2. It’s a financial risk to bring diesel to the Northeast.
The Northeast has increasingly relied on diesel from the Gulf region. Much of that diesel travels to the Northeast through the famous and much-adored Colonial Pipeline. You may remember the 5,500-mile pipeline from last year, when a ransomware attack shuttered it for nearly a week!
It takes 18 days for oil to travel on the Colonial Pipeline from its source in Houston to New York City (or, more specifically, Linden, New Jersey), Kloza said.
That’s a long enough time to prioritize Colonial pipelines financially risky for traders — or, as Kloza said, “incredibly dangerous” — thanks to a concept called “backwardation.”
Backwardation refers to the market condition in which the spot price of a commodity like diesel is higher than its futures price. It’s only gotten stronger over time in the diesel market, Kloza said. So, a company could send off a shipment of diesel and find that it dropped by $1 per gallon in the time the diesel traveled from the Gulf Coast to New York — er, New Jersey. That could mean hundreds of thousands or more in lost profits, so traders often avoid such a fate.
“We’re not in an era where there are any U.S. refiners or big U.S. oil companies who would ‘take one for the team’ and bring cargo in where it’s needed,” Kloza said.

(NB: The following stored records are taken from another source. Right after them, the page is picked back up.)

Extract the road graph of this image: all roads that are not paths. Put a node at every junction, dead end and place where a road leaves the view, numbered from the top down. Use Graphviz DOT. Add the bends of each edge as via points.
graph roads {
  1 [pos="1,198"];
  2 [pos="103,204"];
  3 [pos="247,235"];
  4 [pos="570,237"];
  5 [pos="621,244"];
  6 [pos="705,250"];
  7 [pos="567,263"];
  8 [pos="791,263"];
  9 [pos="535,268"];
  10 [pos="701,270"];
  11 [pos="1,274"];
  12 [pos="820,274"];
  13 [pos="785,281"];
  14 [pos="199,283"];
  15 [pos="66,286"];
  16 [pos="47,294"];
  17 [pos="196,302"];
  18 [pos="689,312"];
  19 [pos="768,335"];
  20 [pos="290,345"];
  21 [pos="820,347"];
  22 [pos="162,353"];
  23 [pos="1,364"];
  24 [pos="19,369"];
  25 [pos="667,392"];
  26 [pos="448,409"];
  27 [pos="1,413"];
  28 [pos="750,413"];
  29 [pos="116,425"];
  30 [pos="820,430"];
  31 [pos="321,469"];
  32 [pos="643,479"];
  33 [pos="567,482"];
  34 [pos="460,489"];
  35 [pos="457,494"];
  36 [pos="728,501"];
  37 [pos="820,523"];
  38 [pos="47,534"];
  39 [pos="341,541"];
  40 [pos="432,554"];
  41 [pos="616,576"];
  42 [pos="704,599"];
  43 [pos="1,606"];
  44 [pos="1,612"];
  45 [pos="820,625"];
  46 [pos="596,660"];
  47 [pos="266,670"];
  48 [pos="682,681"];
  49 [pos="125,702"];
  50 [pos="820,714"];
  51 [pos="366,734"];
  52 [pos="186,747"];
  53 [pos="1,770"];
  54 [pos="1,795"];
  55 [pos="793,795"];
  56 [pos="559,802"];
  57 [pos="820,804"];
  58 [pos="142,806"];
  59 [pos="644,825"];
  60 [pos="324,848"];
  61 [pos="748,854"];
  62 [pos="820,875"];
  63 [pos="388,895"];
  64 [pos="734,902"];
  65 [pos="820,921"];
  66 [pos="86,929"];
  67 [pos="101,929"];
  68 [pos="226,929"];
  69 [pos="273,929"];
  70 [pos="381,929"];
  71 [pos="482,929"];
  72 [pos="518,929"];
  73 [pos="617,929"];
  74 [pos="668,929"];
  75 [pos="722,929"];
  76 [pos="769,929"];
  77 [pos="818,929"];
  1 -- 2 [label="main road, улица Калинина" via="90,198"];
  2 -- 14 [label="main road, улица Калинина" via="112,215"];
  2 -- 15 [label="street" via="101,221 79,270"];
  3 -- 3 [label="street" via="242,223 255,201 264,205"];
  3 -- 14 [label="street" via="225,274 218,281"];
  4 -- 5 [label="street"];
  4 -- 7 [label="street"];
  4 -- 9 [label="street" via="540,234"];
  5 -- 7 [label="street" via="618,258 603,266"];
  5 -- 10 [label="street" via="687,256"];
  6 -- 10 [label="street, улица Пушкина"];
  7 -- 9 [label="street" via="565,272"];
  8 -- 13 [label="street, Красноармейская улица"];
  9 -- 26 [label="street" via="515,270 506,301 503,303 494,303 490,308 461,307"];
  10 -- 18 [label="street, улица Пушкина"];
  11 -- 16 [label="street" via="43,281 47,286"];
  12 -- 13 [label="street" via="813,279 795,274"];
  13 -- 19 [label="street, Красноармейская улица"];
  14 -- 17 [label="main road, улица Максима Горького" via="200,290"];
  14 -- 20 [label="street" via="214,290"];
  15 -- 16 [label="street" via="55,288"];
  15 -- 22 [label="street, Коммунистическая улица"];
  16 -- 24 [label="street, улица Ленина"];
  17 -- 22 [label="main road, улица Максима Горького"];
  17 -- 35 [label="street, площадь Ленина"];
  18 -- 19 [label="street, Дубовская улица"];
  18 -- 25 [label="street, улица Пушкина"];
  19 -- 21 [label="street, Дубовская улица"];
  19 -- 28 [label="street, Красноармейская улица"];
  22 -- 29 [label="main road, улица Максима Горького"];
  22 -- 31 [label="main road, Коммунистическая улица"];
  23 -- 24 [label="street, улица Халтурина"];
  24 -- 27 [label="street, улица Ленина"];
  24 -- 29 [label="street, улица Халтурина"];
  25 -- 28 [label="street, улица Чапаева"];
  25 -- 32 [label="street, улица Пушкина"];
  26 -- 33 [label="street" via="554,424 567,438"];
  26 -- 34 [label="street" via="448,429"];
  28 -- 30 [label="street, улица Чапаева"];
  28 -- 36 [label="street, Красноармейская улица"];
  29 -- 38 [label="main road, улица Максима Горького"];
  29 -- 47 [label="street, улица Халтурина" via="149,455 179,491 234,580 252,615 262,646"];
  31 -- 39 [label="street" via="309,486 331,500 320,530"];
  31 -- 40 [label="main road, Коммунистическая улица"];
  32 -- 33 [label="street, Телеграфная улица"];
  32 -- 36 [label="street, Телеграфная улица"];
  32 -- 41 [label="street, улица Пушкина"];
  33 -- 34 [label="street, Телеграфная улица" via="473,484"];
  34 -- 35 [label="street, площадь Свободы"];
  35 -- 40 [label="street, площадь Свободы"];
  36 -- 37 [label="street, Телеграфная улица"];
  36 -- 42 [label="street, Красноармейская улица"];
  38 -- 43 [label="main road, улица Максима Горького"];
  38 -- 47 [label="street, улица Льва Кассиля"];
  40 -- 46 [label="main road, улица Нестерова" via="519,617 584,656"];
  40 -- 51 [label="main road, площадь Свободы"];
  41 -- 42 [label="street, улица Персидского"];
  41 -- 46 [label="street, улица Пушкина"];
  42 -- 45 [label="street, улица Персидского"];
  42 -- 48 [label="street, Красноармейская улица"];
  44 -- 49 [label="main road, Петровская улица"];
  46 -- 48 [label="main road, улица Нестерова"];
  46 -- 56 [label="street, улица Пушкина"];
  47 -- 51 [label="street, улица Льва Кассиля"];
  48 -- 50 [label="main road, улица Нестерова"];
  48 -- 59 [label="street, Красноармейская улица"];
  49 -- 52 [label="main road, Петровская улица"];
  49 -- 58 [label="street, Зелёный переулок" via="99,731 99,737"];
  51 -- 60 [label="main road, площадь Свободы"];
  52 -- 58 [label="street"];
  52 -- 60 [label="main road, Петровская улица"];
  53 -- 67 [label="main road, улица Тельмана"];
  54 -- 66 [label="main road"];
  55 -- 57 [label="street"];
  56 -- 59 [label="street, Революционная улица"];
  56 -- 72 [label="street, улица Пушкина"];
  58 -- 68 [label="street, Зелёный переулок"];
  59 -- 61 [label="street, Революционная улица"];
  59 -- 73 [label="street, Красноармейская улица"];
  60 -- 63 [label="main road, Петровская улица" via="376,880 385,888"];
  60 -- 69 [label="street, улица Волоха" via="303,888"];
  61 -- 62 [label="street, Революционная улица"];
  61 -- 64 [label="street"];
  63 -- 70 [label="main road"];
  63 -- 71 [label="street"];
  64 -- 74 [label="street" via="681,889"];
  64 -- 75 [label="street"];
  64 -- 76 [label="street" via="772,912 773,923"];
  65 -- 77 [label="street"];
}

The desperation is showing in New England and the mid-Atlantic regions. New England diesel retail prices are up 75% from the beginning of 2022, per DOE data. In the mid-Atlantic, diesel is up 67%.
It’s not worth the risk, even amid ultra-high prices. As FreightWaves’ Kingston reported last week, the spread between a gallon of diesel in the Gulf Coast and its New York harbor price is usually a few cents. Last week, that swung up to 66 cents.
But that uptick still isn’t justifying moving oil to the Northeast — particularly when traders can make so much more money selling diesel abroad.
3. Of course, we can blame COVID and the crisis in Ukraine.
The catalyst for this diesel shortage, of course, is the ongoing conflict in Ukraine — particularly Europe’s desperation for diesel after weaning off Russian molecules.
As CNBC reported in March, Europe is a net importer of diesel. Europe consumed some 6.8 million barrels of diesel each day in 2019; Russia exported some 600,000 barrels per day of that. Today, Europe has only eliminated one-third of its Russian diesel, so prices are expected to continue to climb amid that transition. Latin America, too, has been clammoring for U.S. diesel.
The Gulf Coast has been happy to provide such diesel, amid “insane” prices for diesel abroad, said Johnston. Waterborne exports of diesel from the U.S. Gulf Coast hit record highs last month, according to oil analytics firm Vortexa. (The records only date back to 2016.)
Naturally, COVID is also to blame for the Northeast’s run on diesel. Those refineries still retained on the East Coast scaled back during the pandemic due to staffing issues. It takes six months to a year to reignite refineries that were previously shuttered, Kloza said.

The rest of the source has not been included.